Release Notes: A fix was introduced for a security issue where an extension of the Vaudenay padding oracle attack on CBC mode encryption enables an efficient plaintext recovery attack against the OpenSSL implementation of DTLS. This issue was originally reported as CVE-2011-4108. Various other bugfixes and improvements were made.
Release Notes: Initialization of X509_STORE_CTX was fixed to eliminate a case where CRLs with "nextUpdate" in the past were sometimes accepted. (This was reported as CVE-2011-3207.) An error in SSL memory handling for (EC)DH ciphersuites was fixed (CVE-2011-3210). A memory leak on bad inputs to x509_name_ex_d2i was fixed. Some ECC ciphersuites are no longer restricted to SHA1. Protection against ECDSA timing attacks was introduced.

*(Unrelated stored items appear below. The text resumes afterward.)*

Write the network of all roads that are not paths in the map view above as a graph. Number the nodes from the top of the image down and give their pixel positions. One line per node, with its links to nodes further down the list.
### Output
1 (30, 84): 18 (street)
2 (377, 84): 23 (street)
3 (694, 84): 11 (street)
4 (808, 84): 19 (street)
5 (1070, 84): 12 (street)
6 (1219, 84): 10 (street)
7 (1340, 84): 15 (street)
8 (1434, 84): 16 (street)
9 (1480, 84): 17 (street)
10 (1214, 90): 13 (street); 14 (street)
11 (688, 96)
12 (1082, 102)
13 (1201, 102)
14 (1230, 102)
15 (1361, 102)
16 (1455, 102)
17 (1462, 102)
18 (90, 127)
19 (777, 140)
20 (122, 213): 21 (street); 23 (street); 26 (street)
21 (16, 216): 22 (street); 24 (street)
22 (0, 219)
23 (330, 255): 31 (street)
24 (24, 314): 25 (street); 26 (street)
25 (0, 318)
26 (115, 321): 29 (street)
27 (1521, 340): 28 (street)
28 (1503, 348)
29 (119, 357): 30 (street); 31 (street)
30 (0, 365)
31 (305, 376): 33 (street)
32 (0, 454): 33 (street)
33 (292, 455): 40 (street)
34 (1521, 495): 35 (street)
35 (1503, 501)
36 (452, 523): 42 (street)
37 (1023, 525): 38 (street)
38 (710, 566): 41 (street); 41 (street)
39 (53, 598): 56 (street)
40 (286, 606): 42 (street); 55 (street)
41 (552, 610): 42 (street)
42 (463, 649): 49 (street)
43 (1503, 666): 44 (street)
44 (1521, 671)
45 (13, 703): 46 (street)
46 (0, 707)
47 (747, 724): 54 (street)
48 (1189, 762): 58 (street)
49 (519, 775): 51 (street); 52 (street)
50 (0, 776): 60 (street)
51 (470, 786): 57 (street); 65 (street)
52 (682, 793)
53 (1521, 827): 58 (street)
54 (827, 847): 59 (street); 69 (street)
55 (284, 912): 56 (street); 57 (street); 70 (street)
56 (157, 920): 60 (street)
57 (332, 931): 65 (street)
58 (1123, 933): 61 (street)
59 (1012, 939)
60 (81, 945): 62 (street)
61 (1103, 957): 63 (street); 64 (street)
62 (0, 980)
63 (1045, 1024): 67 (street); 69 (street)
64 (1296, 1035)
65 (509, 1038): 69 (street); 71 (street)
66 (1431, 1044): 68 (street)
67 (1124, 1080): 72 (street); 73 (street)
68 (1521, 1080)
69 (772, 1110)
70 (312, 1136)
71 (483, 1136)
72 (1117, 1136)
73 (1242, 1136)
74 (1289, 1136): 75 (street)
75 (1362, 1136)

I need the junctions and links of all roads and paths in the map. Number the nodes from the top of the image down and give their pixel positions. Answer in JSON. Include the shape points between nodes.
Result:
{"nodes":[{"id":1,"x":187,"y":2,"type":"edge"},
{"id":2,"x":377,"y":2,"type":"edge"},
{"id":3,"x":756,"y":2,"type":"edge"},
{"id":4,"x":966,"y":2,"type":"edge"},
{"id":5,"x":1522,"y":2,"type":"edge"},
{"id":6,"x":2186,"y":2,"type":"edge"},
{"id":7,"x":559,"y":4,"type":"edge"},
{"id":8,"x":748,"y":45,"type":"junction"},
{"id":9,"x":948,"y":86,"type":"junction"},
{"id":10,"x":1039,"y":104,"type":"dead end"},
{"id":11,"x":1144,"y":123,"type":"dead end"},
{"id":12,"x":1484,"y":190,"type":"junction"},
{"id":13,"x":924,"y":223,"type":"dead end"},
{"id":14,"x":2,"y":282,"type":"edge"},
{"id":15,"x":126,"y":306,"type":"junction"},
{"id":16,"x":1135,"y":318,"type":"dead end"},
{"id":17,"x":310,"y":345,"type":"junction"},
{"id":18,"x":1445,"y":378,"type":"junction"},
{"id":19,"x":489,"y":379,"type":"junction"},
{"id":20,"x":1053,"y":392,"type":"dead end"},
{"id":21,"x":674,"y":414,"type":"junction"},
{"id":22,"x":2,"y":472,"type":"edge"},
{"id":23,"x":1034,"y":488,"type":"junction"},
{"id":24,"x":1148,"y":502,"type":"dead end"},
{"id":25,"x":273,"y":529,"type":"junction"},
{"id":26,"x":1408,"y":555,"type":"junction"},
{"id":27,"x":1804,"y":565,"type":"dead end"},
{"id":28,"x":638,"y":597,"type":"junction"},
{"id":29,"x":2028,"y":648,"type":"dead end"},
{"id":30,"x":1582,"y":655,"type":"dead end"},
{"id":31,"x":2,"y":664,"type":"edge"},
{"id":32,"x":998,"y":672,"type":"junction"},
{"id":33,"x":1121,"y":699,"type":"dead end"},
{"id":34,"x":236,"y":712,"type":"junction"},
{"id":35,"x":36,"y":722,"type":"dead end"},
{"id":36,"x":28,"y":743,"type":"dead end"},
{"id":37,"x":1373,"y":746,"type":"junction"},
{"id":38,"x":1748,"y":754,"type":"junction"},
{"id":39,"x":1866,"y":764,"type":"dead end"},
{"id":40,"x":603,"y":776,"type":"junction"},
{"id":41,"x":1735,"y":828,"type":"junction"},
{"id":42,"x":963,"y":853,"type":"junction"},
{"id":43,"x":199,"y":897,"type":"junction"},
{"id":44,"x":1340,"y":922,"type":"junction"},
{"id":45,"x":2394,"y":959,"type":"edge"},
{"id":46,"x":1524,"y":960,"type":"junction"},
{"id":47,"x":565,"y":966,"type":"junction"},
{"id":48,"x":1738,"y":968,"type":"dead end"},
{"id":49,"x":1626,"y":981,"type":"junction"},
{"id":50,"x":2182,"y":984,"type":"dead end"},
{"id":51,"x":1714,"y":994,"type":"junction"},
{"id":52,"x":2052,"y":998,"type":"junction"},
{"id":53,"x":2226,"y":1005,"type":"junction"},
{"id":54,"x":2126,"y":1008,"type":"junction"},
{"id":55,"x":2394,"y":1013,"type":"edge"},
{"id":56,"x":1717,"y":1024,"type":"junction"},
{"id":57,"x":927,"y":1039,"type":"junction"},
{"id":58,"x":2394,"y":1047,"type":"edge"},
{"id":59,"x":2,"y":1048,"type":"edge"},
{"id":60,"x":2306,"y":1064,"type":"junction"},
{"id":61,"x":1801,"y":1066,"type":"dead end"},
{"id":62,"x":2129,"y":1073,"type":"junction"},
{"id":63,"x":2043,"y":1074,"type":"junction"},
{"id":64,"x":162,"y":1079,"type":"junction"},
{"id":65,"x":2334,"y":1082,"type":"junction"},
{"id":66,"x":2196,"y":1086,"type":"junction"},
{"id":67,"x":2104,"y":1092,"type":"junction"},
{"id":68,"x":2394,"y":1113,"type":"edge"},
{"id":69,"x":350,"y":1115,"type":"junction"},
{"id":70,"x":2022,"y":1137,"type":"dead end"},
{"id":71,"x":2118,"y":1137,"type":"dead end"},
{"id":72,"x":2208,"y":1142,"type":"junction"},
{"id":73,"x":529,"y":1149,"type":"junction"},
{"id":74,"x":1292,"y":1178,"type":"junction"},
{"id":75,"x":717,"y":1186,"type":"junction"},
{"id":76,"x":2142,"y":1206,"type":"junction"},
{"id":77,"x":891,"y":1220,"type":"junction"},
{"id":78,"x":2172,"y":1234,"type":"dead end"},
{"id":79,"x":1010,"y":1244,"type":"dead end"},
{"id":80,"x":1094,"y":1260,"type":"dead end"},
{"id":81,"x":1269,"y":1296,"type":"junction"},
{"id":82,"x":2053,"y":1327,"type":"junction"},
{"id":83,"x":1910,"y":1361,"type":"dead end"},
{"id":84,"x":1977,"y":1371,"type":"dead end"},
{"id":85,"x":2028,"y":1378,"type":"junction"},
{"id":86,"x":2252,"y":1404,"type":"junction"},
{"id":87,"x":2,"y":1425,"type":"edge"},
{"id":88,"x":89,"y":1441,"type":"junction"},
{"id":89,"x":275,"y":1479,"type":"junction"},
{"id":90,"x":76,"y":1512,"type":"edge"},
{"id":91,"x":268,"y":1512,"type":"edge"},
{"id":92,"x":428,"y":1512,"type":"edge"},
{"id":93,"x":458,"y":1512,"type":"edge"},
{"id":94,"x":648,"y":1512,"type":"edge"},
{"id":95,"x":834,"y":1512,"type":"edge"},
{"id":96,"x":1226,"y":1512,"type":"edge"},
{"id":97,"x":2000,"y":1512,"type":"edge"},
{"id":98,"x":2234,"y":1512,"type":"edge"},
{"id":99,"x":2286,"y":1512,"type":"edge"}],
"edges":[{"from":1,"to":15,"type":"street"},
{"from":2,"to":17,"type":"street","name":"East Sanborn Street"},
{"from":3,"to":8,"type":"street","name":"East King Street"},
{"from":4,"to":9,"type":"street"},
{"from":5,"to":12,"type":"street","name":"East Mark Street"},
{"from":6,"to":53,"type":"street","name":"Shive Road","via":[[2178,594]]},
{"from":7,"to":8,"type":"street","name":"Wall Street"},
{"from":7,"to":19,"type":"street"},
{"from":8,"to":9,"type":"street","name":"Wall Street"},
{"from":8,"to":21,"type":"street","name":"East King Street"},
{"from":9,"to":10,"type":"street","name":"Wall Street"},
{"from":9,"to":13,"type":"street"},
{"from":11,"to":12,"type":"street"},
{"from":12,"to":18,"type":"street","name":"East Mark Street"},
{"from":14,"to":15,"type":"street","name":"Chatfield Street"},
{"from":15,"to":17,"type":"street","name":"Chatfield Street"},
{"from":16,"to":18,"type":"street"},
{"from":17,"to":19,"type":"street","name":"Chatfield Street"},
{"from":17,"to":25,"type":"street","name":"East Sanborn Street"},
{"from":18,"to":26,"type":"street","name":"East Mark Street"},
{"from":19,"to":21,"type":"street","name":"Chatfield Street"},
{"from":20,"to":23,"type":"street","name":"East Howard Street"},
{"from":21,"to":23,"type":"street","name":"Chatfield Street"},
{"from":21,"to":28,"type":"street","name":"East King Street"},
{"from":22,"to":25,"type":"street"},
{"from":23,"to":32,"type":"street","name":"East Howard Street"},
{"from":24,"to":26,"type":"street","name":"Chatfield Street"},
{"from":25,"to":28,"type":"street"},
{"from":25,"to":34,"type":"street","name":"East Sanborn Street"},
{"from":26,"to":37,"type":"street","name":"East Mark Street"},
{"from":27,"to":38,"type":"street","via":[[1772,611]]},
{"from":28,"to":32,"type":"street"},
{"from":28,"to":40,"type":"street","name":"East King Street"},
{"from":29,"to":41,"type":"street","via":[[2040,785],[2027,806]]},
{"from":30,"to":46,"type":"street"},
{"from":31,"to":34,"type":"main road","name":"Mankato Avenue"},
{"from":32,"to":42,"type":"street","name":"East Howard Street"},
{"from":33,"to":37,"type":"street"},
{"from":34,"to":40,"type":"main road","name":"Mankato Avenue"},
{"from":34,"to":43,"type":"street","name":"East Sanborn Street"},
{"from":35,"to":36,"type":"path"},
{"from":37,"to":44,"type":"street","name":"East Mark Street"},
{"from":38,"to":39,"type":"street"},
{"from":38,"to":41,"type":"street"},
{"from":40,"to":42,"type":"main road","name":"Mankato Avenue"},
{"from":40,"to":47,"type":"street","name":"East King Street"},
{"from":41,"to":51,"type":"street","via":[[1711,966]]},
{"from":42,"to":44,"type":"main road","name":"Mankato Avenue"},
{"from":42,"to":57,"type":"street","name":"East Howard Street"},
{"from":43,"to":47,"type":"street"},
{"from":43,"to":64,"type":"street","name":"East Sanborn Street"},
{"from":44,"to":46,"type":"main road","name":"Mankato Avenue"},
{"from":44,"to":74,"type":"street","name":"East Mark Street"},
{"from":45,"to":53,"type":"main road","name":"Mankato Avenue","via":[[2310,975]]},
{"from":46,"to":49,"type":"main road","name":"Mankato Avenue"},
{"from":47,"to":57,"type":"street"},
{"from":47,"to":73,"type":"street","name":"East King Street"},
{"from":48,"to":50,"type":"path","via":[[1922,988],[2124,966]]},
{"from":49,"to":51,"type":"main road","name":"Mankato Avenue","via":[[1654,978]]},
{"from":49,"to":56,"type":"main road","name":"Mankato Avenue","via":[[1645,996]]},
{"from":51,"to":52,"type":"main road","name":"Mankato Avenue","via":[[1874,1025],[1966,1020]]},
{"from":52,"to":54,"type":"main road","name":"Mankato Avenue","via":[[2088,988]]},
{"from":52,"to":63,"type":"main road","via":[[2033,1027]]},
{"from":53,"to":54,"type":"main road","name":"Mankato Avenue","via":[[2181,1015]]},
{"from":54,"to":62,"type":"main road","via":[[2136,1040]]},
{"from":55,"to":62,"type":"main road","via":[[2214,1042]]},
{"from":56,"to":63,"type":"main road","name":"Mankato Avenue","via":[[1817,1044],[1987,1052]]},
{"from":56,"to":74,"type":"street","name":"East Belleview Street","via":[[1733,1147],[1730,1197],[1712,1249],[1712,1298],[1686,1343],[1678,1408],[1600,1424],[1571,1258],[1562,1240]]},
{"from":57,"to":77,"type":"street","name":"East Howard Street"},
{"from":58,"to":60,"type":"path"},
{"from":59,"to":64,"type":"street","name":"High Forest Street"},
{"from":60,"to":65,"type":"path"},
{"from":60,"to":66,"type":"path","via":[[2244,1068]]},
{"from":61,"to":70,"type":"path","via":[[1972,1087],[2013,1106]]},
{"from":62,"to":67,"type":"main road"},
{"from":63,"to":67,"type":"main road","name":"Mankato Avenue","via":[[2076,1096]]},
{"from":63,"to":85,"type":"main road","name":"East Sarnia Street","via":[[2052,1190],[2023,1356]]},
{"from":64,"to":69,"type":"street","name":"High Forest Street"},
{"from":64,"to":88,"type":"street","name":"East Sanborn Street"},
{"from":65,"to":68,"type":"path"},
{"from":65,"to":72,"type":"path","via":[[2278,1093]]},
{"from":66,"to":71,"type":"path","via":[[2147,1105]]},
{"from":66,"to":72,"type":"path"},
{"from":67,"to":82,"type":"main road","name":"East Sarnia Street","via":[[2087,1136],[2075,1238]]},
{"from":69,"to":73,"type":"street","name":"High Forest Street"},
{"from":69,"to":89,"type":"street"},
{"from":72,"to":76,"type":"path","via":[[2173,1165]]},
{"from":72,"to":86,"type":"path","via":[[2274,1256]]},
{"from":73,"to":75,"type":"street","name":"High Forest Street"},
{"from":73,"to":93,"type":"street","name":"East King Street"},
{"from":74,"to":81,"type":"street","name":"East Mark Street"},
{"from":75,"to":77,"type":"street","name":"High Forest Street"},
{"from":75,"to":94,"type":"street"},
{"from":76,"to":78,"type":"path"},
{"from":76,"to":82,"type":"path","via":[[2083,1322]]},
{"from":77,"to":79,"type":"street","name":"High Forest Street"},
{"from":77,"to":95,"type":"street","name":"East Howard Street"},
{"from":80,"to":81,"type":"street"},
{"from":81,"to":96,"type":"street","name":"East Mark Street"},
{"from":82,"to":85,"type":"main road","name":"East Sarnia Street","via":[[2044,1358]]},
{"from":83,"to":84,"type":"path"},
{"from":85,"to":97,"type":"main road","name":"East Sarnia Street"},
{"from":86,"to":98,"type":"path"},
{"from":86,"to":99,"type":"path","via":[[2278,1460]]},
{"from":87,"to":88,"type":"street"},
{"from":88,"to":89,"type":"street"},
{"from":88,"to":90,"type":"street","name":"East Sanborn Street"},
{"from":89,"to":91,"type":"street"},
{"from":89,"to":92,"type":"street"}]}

Release Notes: An error was fixed in the experimental J-PAKE implementation, which could lead to successful validation by someone with no knowledge of the shared secret. This issue was reported as CVE-2010-4252. An old bug in a workaround that allowed malicious clients to modify the stored session cache ciphersuite was fixed. This issue was reported as CVE-2010-4180.
Release Notes: A race condition was fixed in the TLS server extension code parsing, which could lead to arbitrary code execution. This vulnerability, reported as CVE-2010-3864, affected multi-threaded servers using OpenSSL's internal caching mechanism.
Release Notes: A security vulnerability which could potentially be exploited to bypass key validation, reported as CVE-2010-1633, was resolved.
Release Notes: Fixes to stateless session resumption handling were made. Error return checking was improved for several function calls. Leading 0x80 in OIDs are no longer tolerated. The server certificate chain building code now correctly uses X509_verify_cert(). A potential denial of service attack in dtls1_process_out_of_seq_message() was resolved. Several other bugs were fixed.
Release Notes: Three security flaws of moderate severity were fixed: Printing the contents of an ASN1 certificate with an illegal encoded length could cause an application crash (CVE-2009-0590). CMS verification could cause an invalid set of signed attributes to appear valid (CVE-2009-0591). A malformed ASN1 structure could cause invalid memory access (CVE-2009-0789). Further minor modifications were made.
Release Notes: Several incorrect checks, allowing a malformed signature to be treated as a good signature rather than as an error, were fixed. This vulnerability was reported as CVE-2008-5077. Experimental JPAKE support was implemented. Support for XMPP STARTTLS was added in s_client. Several other minor changes were made.
Release Notes: A flaw in the DTLS implementation that could lead to the compromise of clients and servers with DTLS enabled, as reported in CVE-2007-4995, was fixed. An off-by-one error in SSL_get_shared_ciphers(), as reported in CVE-2007-5135, was fixed. Branch prediction attacks were mitigated. Several other bugfixes were made. RFC4507 support was added, including the corrections in RFC4507bis. Initial support for TLS extensions, specifically for the server_name extension, was added.